[Activity] When you find the word "halo" in a line of the entries, please copy the whole line.

Extracted data entries
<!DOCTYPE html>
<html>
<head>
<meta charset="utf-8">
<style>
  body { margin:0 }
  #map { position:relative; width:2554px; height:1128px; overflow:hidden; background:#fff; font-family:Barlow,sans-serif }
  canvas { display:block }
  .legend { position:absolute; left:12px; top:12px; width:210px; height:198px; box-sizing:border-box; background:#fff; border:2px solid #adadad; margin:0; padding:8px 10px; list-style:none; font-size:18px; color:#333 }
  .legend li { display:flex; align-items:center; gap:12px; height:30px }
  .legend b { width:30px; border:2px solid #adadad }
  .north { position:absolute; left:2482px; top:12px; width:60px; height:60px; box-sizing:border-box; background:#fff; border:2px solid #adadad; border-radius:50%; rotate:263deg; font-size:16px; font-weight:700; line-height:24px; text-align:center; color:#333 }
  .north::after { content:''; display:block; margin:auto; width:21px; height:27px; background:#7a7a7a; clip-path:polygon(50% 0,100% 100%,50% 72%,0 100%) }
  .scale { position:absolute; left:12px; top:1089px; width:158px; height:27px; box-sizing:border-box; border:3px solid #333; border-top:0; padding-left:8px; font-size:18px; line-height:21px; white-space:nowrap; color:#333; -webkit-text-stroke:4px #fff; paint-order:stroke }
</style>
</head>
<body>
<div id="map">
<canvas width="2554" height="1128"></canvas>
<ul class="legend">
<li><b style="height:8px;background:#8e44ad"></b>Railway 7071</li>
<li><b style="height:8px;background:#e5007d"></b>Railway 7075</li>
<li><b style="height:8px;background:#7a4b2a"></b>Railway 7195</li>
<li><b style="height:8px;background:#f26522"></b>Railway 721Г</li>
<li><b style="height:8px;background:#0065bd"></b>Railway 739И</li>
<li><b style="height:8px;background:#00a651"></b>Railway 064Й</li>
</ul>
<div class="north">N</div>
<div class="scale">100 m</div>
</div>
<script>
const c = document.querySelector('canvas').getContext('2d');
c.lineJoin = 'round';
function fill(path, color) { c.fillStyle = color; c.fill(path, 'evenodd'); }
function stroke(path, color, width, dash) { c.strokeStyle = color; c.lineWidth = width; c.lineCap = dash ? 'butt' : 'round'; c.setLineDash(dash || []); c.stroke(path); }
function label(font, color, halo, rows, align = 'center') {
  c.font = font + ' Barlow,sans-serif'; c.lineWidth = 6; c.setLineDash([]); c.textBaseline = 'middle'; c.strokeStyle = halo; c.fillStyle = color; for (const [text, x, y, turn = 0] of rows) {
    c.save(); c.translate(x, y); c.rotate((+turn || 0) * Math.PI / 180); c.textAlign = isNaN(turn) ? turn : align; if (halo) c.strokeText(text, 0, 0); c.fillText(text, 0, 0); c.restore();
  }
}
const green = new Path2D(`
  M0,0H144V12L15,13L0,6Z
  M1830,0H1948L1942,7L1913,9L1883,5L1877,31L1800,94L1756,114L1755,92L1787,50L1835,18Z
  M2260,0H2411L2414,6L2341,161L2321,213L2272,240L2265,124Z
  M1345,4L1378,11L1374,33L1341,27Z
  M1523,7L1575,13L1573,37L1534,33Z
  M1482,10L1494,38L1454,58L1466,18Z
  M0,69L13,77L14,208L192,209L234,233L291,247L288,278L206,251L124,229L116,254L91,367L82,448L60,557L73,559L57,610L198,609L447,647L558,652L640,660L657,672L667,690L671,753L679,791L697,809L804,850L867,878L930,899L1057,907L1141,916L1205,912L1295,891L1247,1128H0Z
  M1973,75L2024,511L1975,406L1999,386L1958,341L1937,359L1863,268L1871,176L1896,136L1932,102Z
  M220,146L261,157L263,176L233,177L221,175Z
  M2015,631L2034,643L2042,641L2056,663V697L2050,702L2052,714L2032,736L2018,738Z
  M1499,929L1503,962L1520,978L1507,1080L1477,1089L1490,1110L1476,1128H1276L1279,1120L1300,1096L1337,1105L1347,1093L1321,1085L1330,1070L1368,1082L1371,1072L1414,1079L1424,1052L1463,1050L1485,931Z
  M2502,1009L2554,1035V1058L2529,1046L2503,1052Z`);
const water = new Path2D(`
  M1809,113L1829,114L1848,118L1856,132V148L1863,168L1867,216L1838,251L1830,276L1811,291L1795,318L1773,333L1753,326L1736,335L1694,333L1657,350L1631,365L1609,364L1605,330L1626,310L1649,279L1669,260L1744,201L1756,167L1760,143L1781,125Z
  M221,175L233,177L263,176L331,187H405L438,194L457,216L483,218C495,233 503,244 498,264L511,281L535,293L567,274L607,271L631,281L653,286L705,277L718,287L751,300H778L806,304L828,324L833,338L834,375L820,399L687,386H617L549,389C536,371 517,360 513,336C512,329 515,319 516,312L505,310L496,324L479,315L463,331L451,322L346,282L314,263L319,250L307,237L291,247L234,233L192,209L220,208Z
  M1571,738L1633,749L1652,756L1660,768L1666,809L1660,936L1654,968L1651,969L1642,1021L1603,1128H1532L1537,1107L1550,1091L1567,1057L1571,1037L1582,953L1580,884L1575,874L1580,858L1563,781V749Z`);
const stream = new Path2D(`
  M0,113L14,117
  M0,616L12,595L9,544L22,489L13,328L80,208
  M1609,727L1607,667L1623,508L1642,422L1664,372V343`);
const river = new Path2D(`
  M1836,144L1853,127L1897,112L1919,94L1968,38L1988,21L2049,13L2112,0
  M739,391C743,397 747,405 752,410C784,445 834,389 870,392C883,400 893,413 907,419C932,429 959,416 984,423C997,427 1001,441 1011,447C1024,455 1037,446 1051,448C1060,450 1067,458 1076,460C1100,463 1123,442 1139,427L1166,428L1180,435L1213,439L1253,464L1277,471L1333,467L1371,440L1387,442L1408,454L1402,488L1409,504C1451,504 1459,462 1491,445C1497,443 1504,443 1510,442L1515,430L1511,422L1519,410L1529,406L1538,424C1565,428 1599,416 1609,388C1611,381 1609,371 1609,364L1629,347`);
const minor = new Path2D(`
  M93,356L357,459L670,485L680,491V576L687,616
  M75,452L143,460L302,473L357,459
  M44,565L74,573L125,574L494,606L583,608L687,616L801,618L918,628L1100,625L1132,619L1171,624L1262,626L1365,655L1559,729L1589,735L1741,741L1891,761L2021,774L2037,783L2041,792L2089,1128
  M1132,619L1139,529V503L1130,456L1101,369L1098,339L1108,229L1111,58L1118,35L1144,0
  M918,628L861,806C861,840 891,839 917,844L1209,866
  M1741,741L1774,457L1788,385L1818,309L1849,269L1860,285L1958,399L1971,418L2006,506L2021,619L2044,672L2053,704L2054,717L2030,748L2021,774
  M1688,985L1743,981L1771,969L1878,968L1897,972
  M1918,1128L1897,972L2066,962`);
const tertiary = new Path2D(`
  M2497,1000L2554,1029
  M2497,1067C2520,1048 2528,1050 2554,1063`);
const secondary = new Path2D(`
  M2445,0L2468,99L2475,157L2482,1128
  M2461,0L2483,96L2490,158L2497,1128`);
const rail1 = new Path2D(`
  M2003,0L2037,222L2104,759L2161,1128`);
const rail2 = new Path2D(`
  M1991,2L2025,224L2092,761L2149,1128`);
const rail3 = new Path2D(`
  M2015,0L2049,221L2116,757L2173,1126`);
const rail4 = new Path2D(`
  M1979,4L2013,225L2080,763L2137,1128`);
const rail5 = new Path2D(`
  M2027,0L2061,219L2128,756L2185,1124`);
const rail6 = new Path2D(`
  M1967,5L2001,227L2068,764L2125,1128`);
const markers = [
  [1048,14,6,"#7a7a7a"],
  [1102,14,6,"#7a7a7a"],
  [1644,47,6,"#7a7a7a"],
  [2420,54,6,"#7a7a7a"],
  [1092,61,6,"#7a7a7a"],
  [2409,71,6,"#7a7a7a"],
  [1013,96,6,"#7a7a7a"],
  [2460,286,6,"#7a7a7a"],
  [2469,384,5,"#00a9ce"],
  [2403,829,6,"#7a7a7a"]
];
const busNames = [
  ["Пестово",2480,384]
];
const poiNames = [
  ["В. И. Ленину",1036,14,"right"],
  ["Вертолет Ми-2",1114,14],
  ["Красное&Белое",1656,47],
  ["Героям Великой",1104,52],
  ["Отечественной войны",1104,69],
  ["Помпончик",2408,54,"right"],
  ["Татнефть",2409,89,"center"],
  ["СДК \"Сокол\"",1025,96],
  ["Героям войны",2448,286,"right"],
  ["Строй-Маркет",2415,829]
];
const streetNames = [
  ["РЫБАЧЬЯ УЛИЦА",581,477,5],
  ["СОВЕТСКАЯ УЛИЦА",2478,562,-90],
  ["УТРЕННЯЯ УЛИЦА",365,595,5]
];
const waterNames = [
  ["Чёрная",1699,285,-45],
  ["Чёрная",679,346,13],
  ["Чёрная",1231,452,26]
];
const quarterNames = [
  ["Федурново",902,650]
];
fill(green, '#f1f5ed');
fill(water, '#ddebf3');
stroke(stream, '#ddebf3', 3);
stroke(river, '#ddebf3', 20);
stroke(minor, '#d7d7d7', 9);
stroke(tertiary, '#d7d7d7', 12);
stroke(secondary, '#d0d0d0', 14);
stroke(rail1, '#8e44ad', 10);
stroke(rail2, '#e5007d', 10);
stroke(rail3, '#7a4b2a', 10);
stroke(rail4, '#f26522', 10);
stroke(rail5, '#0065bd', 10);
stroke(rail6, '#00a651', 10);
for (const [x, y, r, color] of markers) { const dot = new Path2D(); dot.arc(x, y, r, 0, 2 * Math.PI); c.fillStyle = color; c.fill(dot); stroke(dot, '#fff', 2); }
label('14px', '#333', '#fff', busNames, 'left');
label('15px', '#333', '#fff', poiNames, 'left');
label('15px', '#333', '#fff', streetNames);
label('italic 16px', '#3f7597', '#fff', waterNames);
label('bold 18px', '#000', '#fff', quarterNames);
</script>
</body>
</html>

[Output]
function label(font, color, halo, rows, align = 'center') {
  c.font = font + ' Barlow,sans-serif'; c.lineWidth = 6; c.setLineDash([]); c.textBaseline = 'middle'; c.strokeStyle = halo; c.fillStyle = color; for (const [text, x, y, turn = 0] of rows) {
    c.save(); c.translate(x, y); c.rotate((+turn || 0) * Math.PI / 180); c.textAlign = isNaN(turn) ? turn : align; if (halo) c.strokeText(text, 0, 0); c.fillText(text, 0, 0); c.restore();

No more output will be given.